◆ Assignment:
Line by line, print the records exactly, and keep images out of the copy.

(Images with bounding boxes)
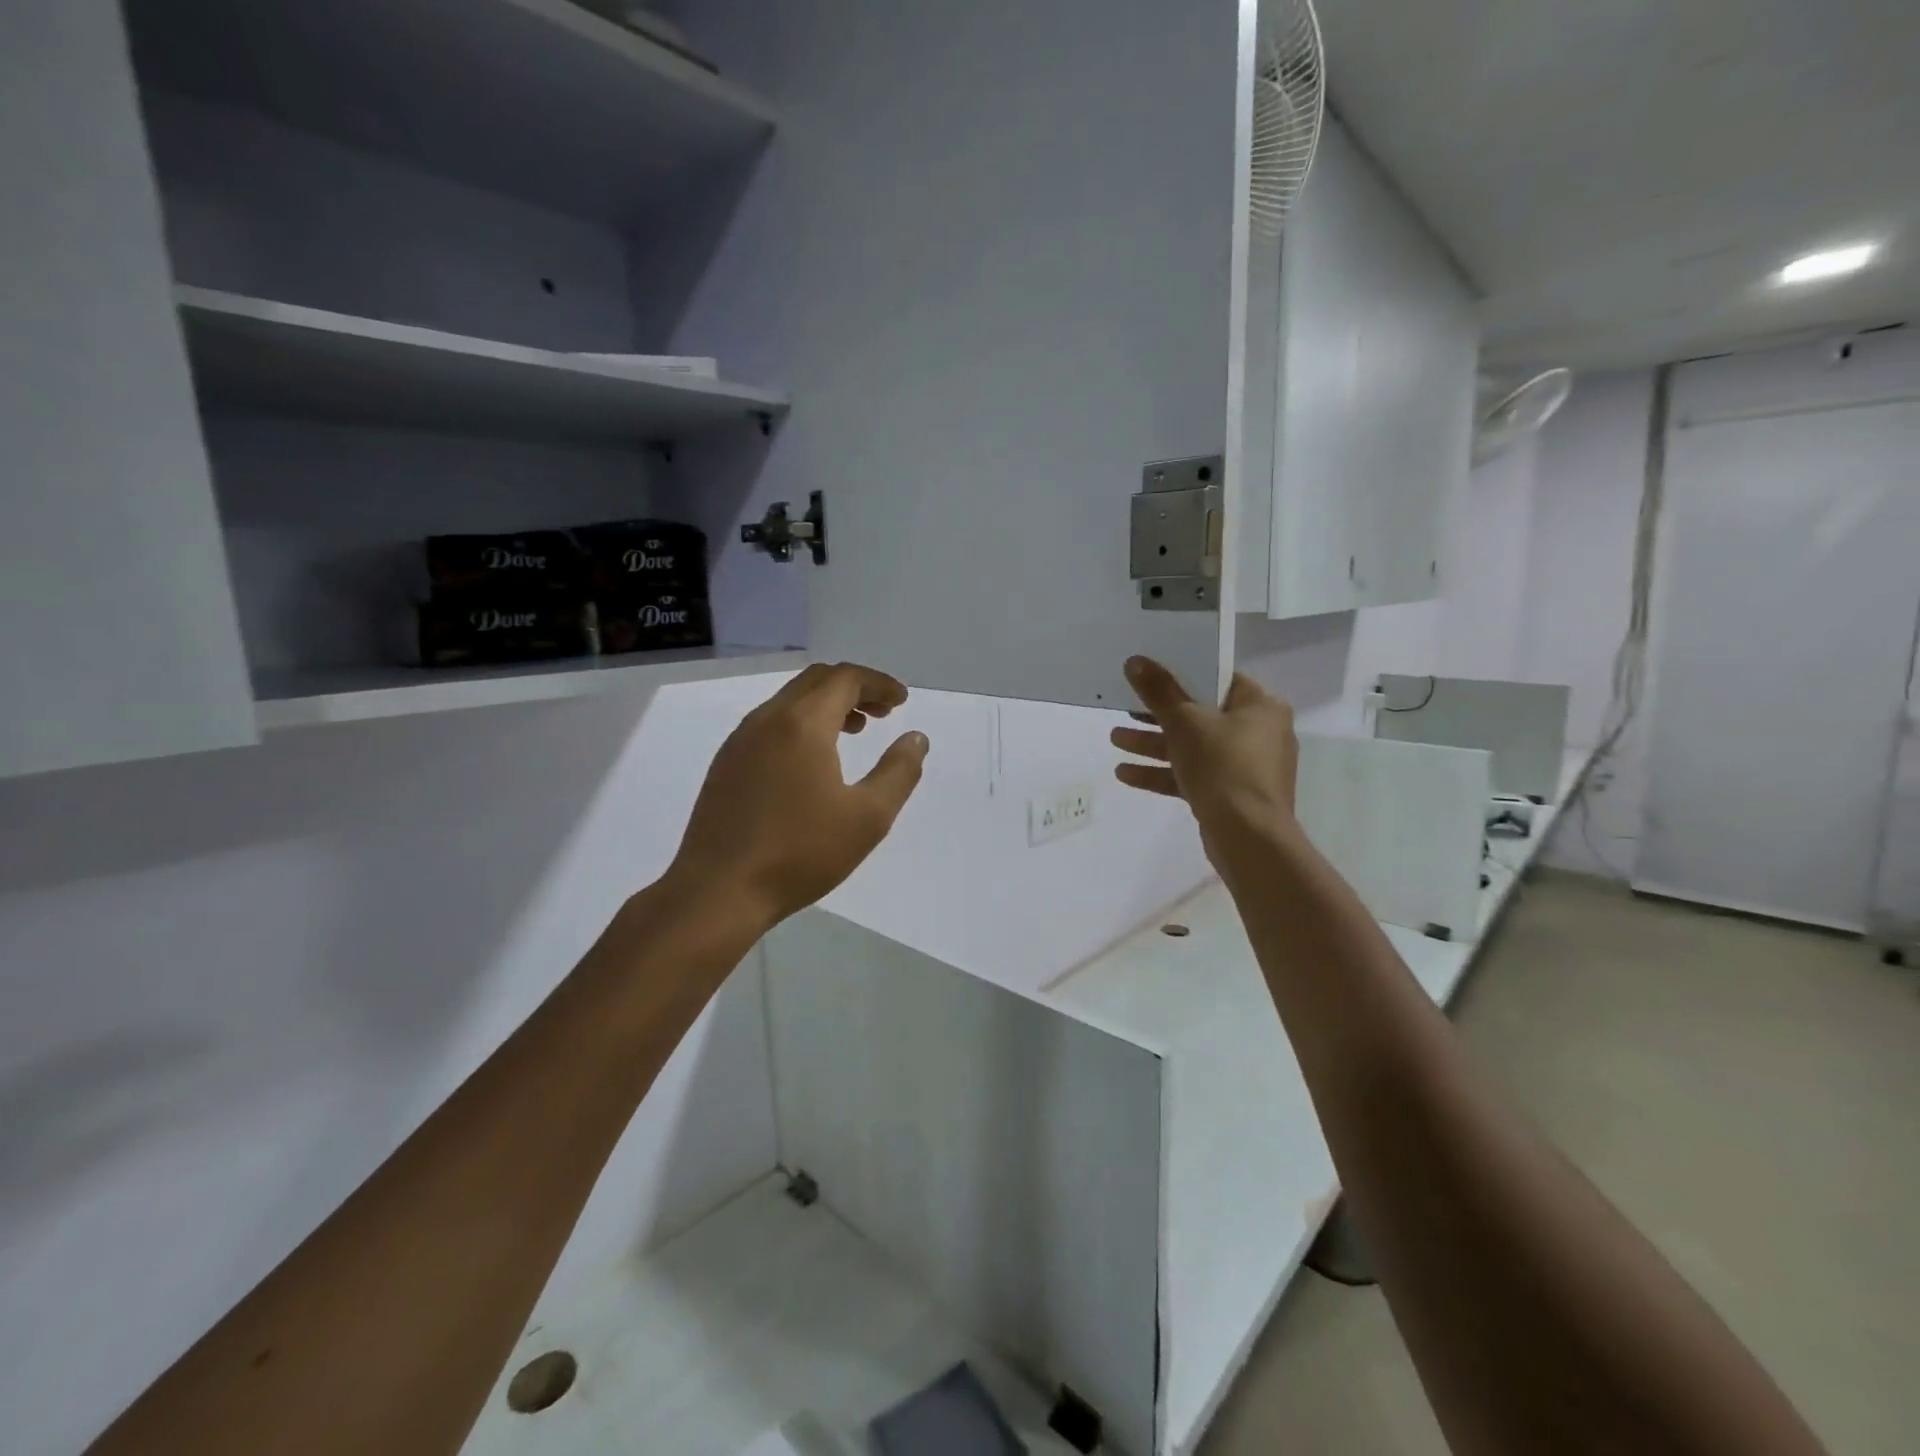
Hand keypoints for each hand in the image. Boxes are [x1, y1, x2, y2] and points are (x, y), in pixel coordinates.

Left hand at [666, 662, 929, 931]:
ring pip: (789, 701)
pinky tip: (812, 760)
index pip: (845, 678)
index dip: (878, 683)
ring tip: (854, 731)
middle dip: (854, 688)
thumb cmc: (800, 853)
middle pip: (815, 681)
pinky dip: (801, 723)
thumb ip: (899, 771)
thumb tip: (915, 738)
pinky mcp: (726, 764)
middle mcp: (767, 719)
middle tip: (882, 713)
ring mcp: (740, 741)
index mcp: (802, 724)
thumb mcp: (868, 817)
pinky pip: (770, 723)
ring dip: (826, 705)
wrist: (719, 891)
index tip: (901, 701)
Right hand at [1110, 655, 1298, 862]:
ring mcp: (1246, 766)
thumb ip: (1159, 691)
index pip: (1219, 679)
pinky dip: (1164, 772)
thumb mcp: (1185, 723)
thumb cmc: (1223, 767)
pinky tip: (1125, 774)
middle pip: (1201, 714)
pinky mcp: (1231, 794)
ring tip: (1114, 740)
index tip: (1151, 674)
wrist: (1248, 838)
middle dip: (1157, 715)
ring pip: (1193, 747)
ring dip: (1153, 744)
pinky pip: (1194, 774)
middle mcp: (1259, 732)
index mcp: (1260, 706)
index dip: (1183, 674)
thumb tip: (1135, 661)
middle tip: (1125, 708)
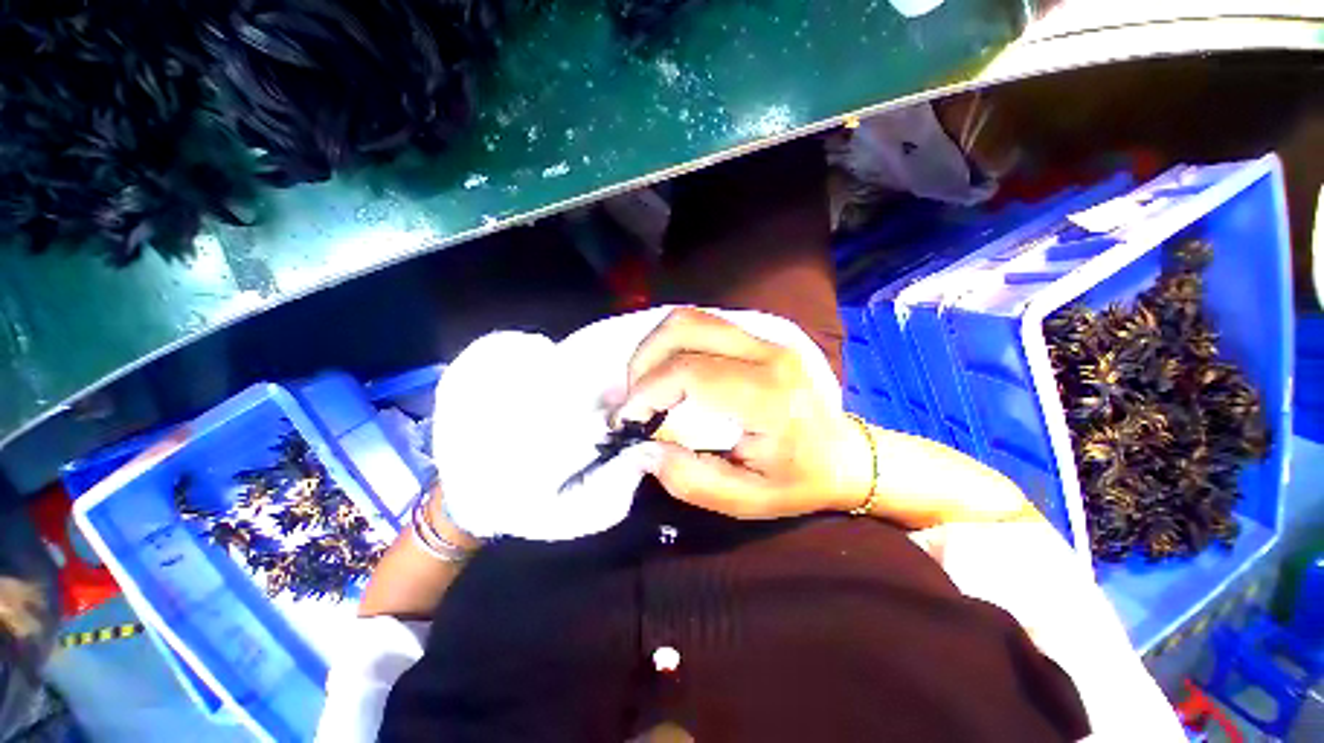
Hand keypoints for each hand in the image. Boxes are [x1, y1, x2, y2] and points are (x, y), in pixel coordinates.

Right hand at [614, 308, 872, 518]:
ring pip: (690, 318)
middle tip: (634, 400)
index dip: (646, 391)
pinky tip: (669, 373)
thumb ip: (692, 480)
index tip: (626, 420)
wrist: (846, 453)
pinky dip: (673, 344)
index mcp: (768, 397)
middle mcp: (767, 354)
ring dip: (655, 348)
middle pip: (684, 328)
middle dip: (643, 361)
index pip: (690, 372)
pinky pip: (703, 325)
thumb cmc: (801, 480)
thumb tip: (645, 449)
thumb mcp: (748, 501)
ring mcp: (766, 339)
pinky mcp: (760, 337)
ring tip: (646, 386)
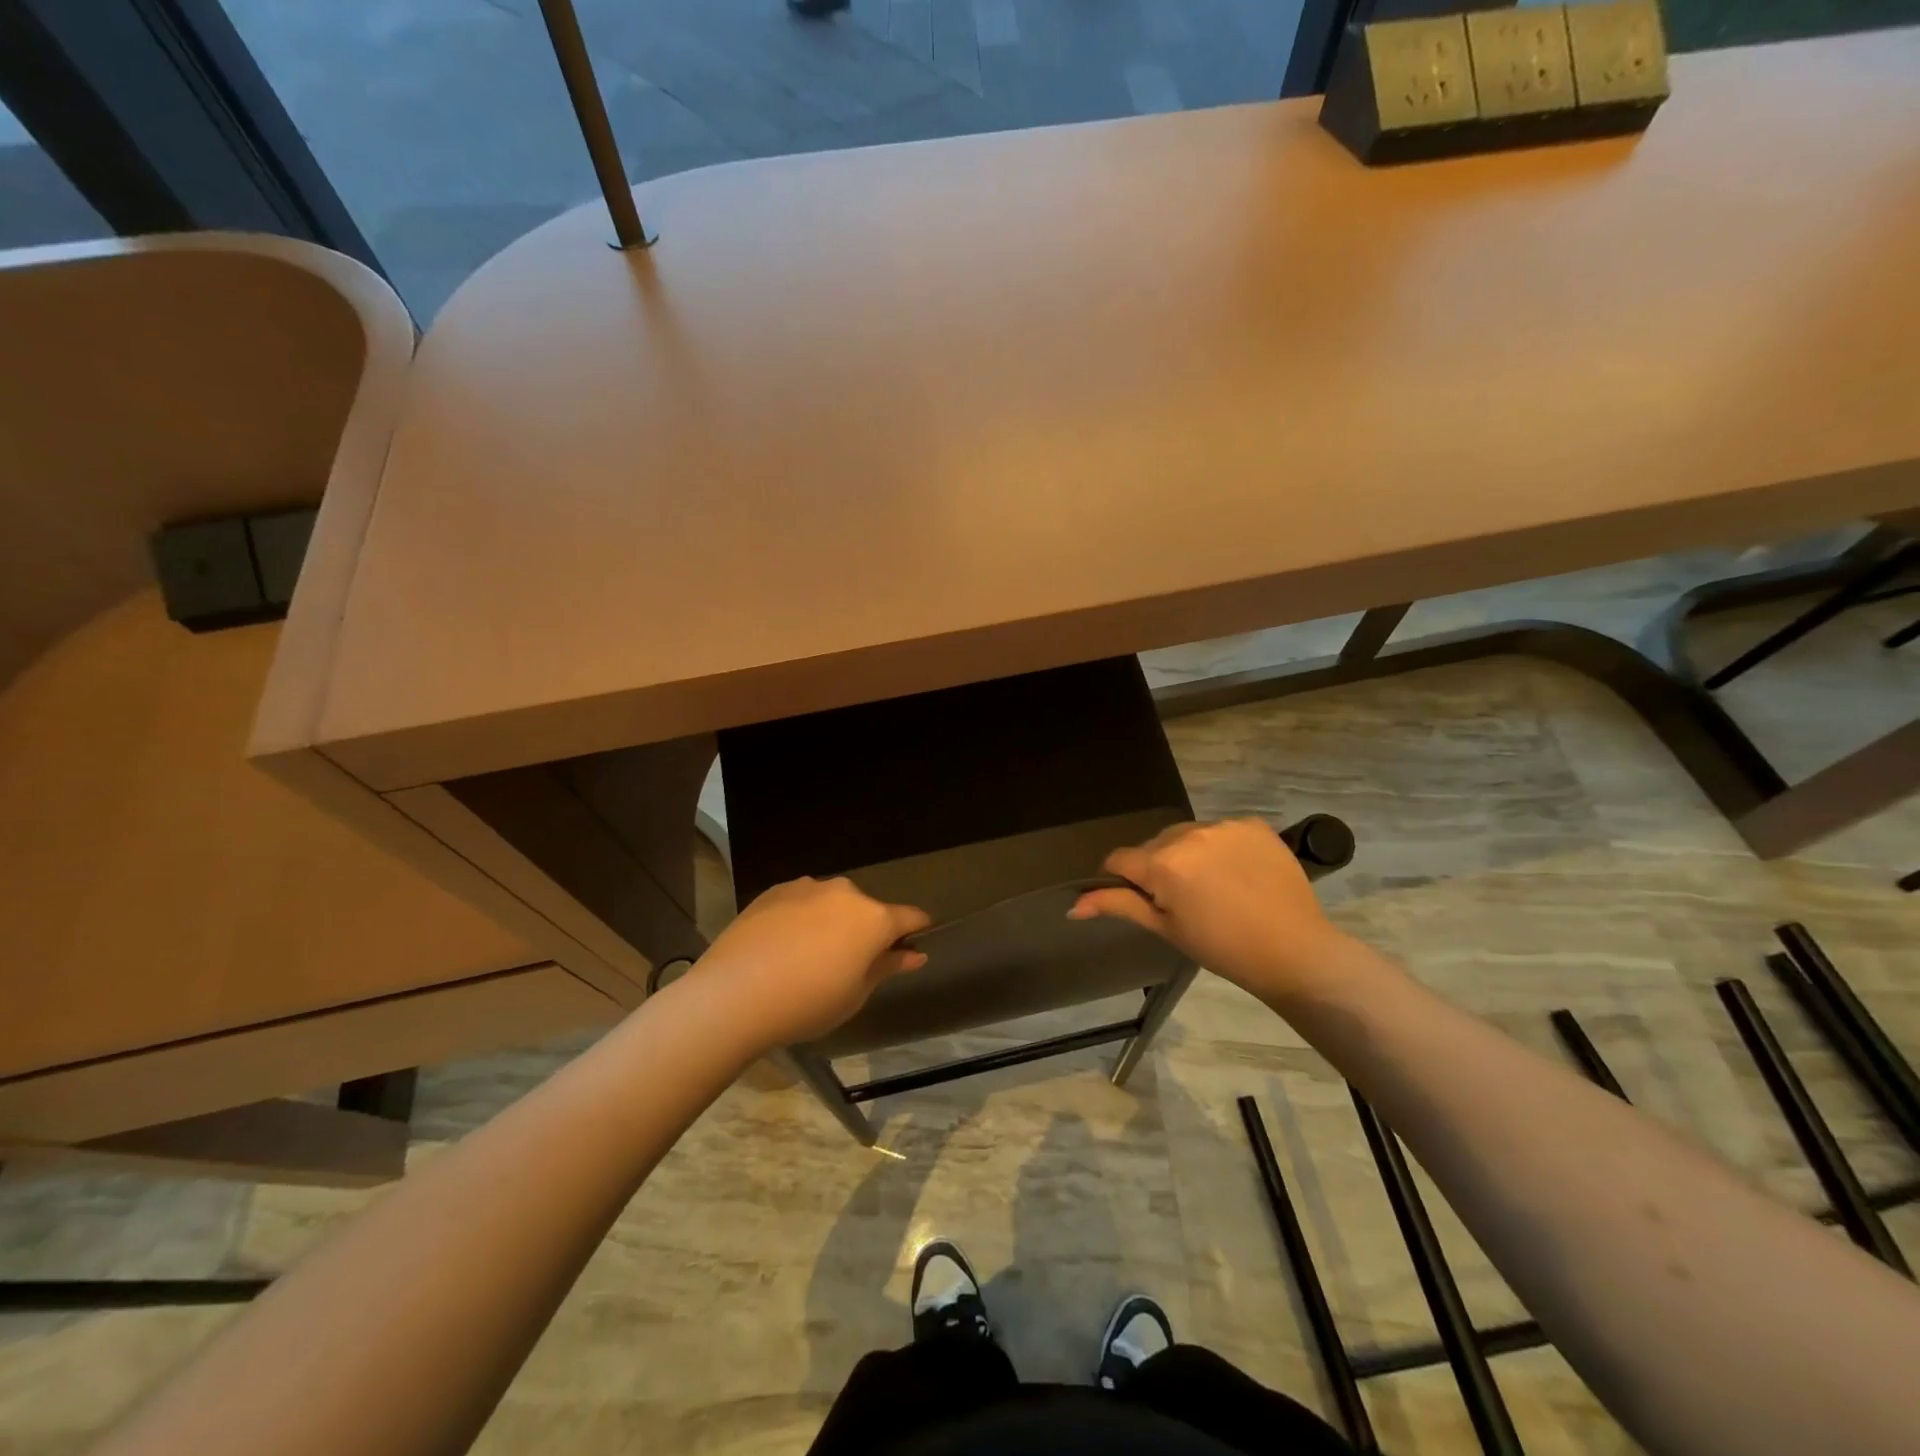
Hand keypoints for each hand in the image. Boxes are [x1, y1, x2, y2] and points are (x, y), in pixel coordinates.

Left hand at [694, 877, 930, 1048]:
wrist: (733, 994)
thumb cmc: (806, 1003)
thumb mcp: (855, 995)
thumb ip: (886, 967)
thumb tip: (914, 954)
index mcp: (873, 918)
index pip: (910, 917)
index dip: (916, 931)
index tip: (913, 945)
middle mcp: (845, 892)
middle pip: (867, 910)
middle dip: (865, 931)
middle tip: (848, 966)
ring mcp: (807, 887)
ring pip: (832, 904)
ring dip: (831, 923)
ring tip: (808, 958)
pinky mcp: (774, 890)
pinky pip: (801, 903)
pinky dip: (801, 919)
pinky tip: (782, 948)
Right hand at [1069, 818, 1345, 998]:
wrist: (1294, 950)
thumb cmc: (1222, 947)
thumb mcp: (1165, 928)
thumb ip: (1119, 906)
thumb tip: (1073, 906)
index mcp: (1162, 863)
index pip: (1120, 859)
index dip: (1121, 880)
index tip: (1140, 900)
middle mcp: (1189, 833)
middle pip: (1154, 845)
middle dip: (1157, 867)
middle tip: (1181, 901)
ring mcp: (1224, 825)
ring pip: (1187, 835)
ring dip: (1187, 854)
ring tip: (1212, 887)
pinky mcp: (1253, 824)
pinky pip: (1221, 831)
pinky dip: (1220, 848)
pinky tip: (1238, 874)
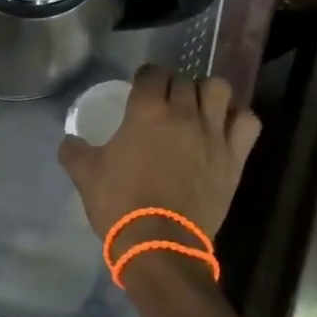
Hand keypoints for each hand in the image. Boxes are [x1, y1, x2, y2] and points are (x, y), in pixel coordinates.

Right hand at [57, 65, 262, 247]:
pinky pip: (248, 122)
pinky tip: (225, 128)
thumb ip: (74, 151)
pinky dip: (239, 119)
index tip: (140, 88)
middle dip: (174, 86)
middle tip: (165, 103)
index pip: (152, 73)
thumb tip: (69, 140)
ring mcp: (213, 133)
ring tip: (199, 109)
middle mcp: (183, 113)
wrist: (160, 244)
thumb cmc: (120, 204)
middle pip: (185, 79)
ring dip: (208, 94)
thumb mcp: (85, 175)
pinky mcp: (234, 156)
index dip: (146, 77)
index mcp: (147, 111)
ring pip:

◆ Written answer:
Hand keypoints for each hand in the image. Boxes are [x1, y1, x2, y2] and points are (x, y), in pixel coordinates.

Left hand at [666, 662, 929, 931]:
ring pip: (789, 701)
pinky tip: (812, 760)
index pip: (845, 678)
index dip: (878, 683)
ring tip: (854, 731)
middle dip: (854, 688)
thumb cmc: (800, 853)
middle pip: (815, 681)
pinky dip: (801, 723)
thumb ip: (899, 771)
thumb tip: (915, 738)
pinky mcp: (726, 764)
middle mcp: (767, 719)
middle tip: (882, 713)
ring mcp: (740, 741)
index mcp: (802, 724)
thumb mcp: (868, 817)
pinky pip: (770, 723)
ring dip: (826, 705)
wrist: (719, 891)
index tip: (901, 701)
Right hand at [1110, 655, 1298, 862]:
ring mcp: (1246, 766)
thumb ip: (1159, 691)
index pip: (1219, 679)
pinky dip: (1164, 772)
thumb mcp: (1185, 723)
thumb cmc: (1223, 767)
pinky tip: (1125, 774)
middle pip: (1201, 714)
pinky mcp: (1231, 794)
ring tip: (1114, 740)
index tip: (1151, 674)
wrist: (1248, 838)
middle dip: (1157, 715)
ring pip: (1193, 747)
ring dip: (1153, 744)
pinky pip: (1194, 774)
middle mcp: (1259, 732)
index mcp: (1260, 706)
index dip: (1183, 674)
thumb tip: (1135, 661)
middle tip: (1125, 708)
Hand keypoints for each hand in the image. Boxes are [x1, y1, x2, y2] and points are (x, y), in pixel coordinates.

Right hand at [614, 308, 872, 518]:
ring pip: (690, 318)
middle tip: (634, 400)
index dip: (646, 391)
pinky tip: (669, 373)
thumb ip: (692, 480)
index tip: (626, 420)
wrist: (846, 453)
pinky dip: (673, 344)
index mcp: (768, 397)
middle mcp: (767, 354)
ring dip: (655, 348)
middle pip: (684, 328)
middle dip: (643, 361)
index pip: (690, 372)
pinky pip: (703, 325)
thumb cmc: (801, 480)
thumb tip: (645, 449)
thumb mcp: (748, 501)
ring mcp: (766, 339)
pinky mcp: (760, 337)
ring tip: (646, 386)
Hand keypoints for each hand in the image. Boxes are [x1, y1, x2, y2] and points are (x, y), in pixel coordinates.

Left hand at [694, 877, 930, 1048]:
wrist: (733, 994)
thumb cmc: (806, 1003)
thumb mcp: (855, 995)
thumb ip: (886, 967)
thumb tip: (914, 954)
index mcp: (873, 918)
index pip: (910, 917)
index dip: (916, 931)
index tip: (913, 945)
middle mcp: (845, 892)
middle pip: (867, 910)
middle dip: (865, 931)
middle tip: (848, 966)
ring mcp: (807, 887)
ring pip: (832, 904)
ring dip: (831, 923)
ring tip: (808, 958)
pinky mcp: (774, 890)
pinky pip: (801, 903)
pinky dip: (801, 919)
pinky tip: (782, 948)
Right hand at [1069, 818, 1345, 998]:
wrist: (1294, 950)
thumb cmc: (1222, 947)
thumb mcp: (1165, 928)
thumb ip: (1119, 906)
thumb tip: (1073, 906)
index mcp: (1162, 863)
index pip: (1120, 859)
index dip: (1121, 880)
index tip: (1140, 900)
middle mcp: (1189, 833)
middle pip: (1154, 845)
middle dip: (1157, 867)
middle tip: (1181, 901)
ring mcp: (1224, 825)
ring pip: (1187, 835)
ring dip: (1187, 854)
ring tip: (1212, 887)
pinky mcp: (1253, 824)
pinky pip: (1221, 831)
pinky dip: (1220, 848)
pinky tip: (1238, 874)
Hand keypoints for each hand in the image. Boxes are [x1, y1, x2, y2] and points are (x, y), in pixel coordinates.

Right hand at [57, 65, 262, 247]:
pinky pip: (248, 122)
pinky tip: (225, 128)
thumb ip: (74, 151)
pinky dip: (239, 119)
index tip: (140, 88)
middle dip: (174, 86)
middle tip: (165, 103)
index pip: (152, 73)
thumb tip: (69, 140)
ring mcp: (213, 133)
ring tip: (199, 109)
middle mcp: (183, 113)
wrist: (160, 244)
thumb cmc: (120, 204)
middle pip: (185, 79)
ring dip: (208, 94)
thumb mcp: (85, 175)
pinky mcp: (234, 156)
index dip: (146, 77)
index mcp: (147, 111)
ring pip:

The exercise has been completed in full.